# The problem:
Each entry needs to be retyped exactly.
——————————
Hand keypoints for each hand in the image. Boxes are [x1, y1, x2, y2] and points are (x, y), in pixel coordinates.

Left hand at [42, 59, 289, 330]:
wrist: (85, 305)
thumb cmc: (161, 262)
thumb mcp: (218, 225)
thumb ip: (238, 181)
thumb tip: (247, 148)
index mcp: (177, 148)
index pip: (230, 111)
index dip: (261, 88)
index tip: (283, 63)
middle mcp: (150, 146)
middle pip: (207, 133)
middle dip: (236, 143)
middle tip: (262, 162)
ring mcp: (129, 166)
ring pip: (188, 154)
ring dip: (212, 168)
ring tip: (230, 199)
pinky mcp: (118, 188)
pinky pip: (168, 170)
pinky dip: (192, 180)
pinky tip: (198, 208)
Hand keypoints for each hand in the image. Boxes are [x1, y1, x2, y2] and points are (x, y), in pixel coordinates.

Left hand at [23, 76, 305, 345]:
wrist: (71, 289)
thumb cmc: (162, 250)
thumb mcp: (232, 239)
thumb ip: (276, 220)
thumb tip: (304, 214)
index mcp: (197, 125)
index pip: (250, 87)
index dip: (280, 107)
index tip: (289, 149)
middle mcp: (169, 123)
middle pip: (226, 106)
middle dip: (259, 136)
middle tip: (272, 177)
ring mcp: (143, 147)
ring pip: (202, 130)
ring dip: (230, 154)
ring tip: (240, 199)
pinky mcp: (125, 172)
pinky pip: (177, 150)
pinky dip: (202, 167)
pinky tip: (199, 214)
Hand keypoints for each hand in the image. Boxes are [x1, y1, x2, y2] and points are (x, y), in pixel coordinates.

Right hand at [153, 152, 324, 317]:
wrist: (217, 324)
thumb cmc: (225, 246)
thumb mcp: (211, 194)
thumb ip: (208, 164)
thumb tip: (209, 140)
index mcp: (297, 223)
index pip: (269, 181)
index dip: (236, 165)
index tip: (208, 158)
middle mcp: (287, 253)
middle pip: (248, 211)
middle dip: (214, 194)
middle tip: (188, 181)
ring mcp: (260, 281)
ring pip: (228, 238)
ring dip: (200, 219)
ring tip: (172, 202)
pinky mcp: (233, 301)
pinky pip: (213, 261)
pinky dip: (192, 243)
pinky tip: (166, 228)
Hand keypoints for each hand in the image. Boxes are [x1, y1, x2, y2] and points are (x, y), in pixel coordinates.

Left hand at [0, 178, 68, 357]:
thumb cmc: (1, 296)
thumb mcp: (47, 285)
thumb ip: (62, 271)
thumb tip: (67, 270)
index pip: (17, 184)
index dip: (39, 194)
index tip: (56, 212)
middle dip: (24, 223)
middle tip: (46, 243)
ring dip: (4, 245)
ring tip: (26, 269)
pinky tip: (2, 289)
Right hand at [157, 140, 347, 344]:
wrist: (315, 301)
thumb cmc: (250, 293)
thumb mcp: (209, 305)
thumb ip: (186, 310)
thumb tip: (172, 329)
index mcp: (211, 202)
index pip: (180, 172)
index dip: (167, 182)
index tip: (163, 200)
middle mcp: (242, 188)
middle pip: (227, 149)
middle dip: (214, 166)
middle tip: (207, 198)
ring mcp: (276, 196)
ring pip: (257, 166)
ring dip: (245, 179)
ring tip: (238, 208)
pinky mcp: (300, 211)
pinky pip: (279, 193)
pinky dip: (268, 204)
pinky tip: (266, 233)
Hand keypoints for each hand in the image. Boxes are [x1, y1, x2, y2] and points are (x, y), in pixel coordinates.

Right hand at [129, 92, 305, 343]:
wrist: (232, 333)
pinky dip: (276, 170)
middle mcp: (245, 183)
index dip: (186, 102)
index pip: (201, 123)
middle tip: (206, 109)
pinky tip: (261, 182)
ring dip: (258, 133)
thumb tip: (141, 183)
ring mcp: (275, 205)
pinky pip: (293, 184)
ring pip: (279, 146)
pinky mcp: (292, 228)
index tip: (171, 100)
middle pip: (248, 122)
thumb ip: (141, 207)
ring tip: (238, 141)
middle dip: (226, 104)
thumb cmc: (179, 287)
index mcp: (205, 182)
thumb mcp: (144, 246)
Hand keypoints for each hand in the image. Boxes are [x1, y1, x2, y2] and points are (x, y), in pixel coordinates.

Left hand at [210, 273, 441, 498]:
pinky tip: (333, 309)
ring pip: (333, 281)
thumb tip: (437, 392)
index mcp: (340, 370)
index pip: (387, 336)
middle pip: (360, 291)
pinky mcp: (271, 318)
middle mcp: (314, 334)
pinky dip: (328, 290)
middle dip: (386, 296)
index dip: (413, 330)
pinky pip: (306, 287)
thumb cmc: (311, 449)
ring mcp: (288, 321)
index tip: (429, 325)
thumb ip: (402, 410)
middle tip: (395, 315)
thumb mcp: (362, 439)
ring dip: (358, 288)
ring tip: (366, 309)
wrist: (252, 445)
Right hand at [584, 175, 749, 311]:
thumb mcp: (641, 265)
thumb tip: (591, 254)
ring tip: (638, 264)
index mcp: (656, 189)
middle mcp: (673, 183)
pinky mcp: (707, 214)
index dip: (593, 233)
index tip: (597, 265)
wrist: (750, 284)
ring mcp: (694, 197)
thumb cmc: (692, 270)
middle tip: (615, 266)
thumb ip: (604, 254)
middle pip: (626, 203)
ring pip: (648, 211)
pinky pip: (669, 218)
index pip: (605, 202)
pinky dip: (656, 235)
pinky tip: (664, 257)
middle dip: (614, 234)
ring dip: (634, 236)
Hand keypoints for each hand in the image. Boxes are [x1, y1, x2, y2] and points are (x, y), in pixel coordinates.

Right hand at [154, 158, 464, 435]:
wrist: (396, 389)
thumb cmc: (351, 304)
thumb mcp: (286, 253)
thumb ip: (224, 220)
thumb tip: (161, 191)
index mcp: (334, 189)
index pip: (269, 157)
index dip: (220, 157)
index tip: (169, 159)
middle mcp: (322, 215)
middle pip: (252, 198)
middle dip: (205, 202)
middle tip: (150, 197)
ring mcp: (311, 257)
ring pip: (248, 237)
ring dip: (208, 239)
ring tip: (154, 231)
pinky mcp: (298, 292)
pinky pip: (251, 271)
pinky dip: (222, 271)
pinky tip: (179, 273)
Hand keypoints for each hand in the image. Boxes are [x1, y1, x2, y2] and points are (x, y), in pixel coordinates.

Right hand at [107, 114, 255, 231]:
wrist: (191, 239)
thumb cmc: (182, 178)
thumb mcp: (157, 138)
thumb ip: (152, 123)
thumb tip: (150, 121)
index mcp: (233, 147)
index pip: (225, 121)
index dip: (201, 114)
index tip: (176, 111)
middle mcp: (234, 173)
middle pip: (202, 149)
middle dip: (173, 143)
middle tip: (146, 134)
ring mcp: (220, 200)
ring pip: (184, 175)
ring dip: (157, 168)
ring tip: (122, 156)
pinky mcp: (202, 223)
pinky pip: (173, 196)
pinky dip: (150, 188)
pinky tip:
——————————
# The answer:
Hand keypoints for each hand in the image. Boxes are [x1, y1, x2, y2] and points are (x, y), in pixel coordinates.

Left hand at [42, 59, 289, 330]:
wrist: (85, 305)
thumb cmc: (161, 262)
thumb mcp: (218, 225)
thumb ip: (238, 181)
thumb tip: (247, 148)
index mcp: (177, 148)
index pip: (230, 111)
index dip: (261, 88)
index tip: (283, 63)
middle mcp: (150, 146)
middle pip: (207, 133)
middle dip: (236, 143)
middle tip: (262, 162)
ring mcp: (129, 166)
ring pip: (188, 154)
ring dip: (212, 168)
ring tip: (230, 199)
pinky mcp: (118, 188)
pinky pip: (168, 170)
pinky dip: (192, 180)
pinky tip: (198, 208)
Hand keypoints for each hand in the image. Boxes are [x1, y1, x2, y2] and points are (x, y), in pixel coordinates.

Left hand at [23, 76, 305, 345]:
wrist: (71, 289)
thumb cmc: (162, 250)
thumb mcp: (232, 239)
thumb ip: (276, 220)
thumb tip: (304, 214)
index mcp: (197, 125)
index pip: (250, 87)
index dip: (280, 107)
index tip: (289, 149)
middle mcp: (169, 123)
middle pip: (226, 106)
middle dip: (259, 136)
middle tip: (272, 177)
ring mcp: (143, 147)
ring pip: (202, 130)
ring dip: (230, 154)
ring tip: (240, 199)
pinky mcp: (125, 172)
pinky pip: (177, 150)
pinky dip: (202, 167)
pinky tip: (199, 214)
Hand keypoints for each hand in the image. Boxes are [x1, y1, x2, y2] and points are (x, y), in pixel coordinates.

Right hand at [153, 152, 324, 317]:
wrist: (217, 324)
thumb cmc: (225, 246)
thumb mcp: (211, 194)
thumb ip: (208, 164)
thumb tip: (209, 140)
index mcp: (297, 223)
index pip: (269, 181)
index dip: (236, 165)
index tip: (208, 158)
middle mcp: (287, 253)
middle pip: (248, 211)
middle dip: (214, 194)
middle tip: (188, 181)
ring mcp: (260, 281)
ring pip: (228, 238)
ring dip: (200, 219)
ring tip: (172, 202)
pinky mcp: (233, 301)
pinky pip: (213, 261)
pinky dip: (192, 243)
pinky tip: (166, 228)
Hand keypoints for each hand in the image. Boxes are [x1, y1, x2, y2] and points are (x, y), in pixel coordinates.

Left hand at [0, 178, 68, 357]:
thumb cmc: (1, 296)
thumb mcp: (47, 285)
thumb ip: (62, 271)
thumb tip: (67, 270)
index pip: (17, 184)
index dip: (39, 194)
index tip: (56, 212)
middle dip: (24, 223)
middle tip: (46, 243)
ring dip: (4, 245)
ring tip: (26, 269)
pinky tip: (2, 289)
Right hand at [157, 140, 347, 344]:
wrist: (315, 301)
thumb cmc: (250, 293)
thumb mcp: (209, 305)
thumb ip: (186, 310)
thumb tip: (172, 329)
index mcp: (211, 202)
index pip: (180, 172)
index dip: (167, 182)
index tip: (163, 200)
middle mcp: (242, 188)
middle pip: (227, 149)
middle dip: (214, 166)
middle tip: (207, 198)
ring mcp: (276, 196)
ring pip: (257, 166)
ring dip: (245, 179)
ring tip: (238, 208)
pinky mcp: (300, 211)
pinky pip: (279, 193)
pinky dip: (268, 204)
pinky tip: (266, 233)
Hand keypoints for each hand in the image. Boxes are [x1, y1, x2, y2] and points are (x, y), in pixel coordinates.

Right hand at [129, 92, 305, 343]:
wrist: (232, 333)
pinky dip: (276, 170)
middle mcp: (245, 183)
index dip: (186, 102)
index pip: (201, 123)
middle tip: (206, 109)
pinky tip: (261, 182)
ring dip: (258, 133)
thumb tip: (141, 183)
ring mcp: (275, 205)
pinky pip: (293, 184)
ring pip: (279, 146)
pinky mcp: (292, 228)
index tip: (171, 100)
middle pip: (248, 122)
thumb ip: (141, 207)
ring tip: (238, 141)
middle dip: (226, 104)
thumb cmc: (179, 287)
index mcp: (205, 182)
thumb mcp: (144, 246)
Hand keypoints for each hand in the image. Boxes are [x1, y1, x2, y2] and points are (x, y), in pixel coordinates.

Left hand at [210, 273, 441, 498]:
pinky tip: (333, 309)
ring pip: (333, 281)
thumb tip: (437, 392)
index mcp: (340, 370)
index pip: (387, 336)
middle pip: (360, 291)
pinky mcp: (271, 318)
middle mcp: (314, 334)
pinky dip: (328, 290)
middle dip: (386, 296)
index dip: (413, 330)
pinky pip: (306, 287)
thumb cmc: (311, 449)
ring mcp: (288, 321)
index tip: (429, 325)
thumb ip: (402, 410)
middle tip: (395, 315)
thumb mcp: (362, 439)
ring dip: (358, 288)
ring tip: (366, 309)
wrist: (252, 445)
Right hand at [584, 175, 749, 311]:
thumb mcp: (641, 265)
thumb tip: (591, 254)
ring tip: (638, 264)
index mcp: (656, 189)
middle mcp: (673, 183)
pinky mcp: (707, 214)
index dip: (593, 233)
index tip: (597, 265)
wrist: (750, 284)
ring mcp: (694, 197)
thumb cmc: (692, 270)
middle tip: (615, 266)
thumb ip: (604, 254)
middle pip: (626, 203)
ring pip: (648, 211)
pinky pip: (669, 218)
index pip: (605, 202)
pinky dip: (656, 235)
pinky tip: (664, 257)
middle dip: (614, 234)
ring dip: (634, 236)
Hand keypoints for each hand in the image. Boxes are [x1, y1, x2, y2] and points are (x, y), in pixel coordinates.

Right hand at [154, 158, 464, 435]:
wrist: (396, 389)
thumb cmc: (351, 304)
thumb mcp: (286, 253)
thumb ip: (224, 220)
thumb tip: (161, 191)
index mcp: (334, 189)
index pip: (269, 157)
index dip: (220, 157)
index tip: (169, 159)
middle mcp: (322, 215)
middle pip: (252, 198)
middle dip: (205, 202)
middle tip: (150, 197)
ring mcp: (311, 257)
ring pip: (248, 237)
ring dip: (208, 239)
ring tip: (154, 231)
pinky mcp: (298, 292)
pinky pip: (251, 271)
pinky dip: (222, 271)
pinky tip: (179, 273)
Hand keypoints for each hand in the image. Boxes are [x1, y1, x2, y2] and points are (x, y), in pixel coordinates.

Right hand at [107, 114, 255, 231]:
wrist: (191, 239)
thumb cmc: (182, 178)
thumb mcp: (157, 138)
thumb ip: (152, 123)
thumb tip: (150, 121)
index mcp: (233, 147)
index pip: (225, 121)
index dip: (201, 114)
index tip: (176, 111)
middle mcp: (234, 173)
middle pip: (202, 149)
middle dip: (173, 143)
middle tip: (146, 134)
ring mcp: (220, 200)
ring pip: (184, 175)
ring dip: (157, 168)
ring tip: (122, 156)
pinky mcp: (202, 223)
pinky pip: (173, 196)
pinky dip: (150, 188)
pinky tip:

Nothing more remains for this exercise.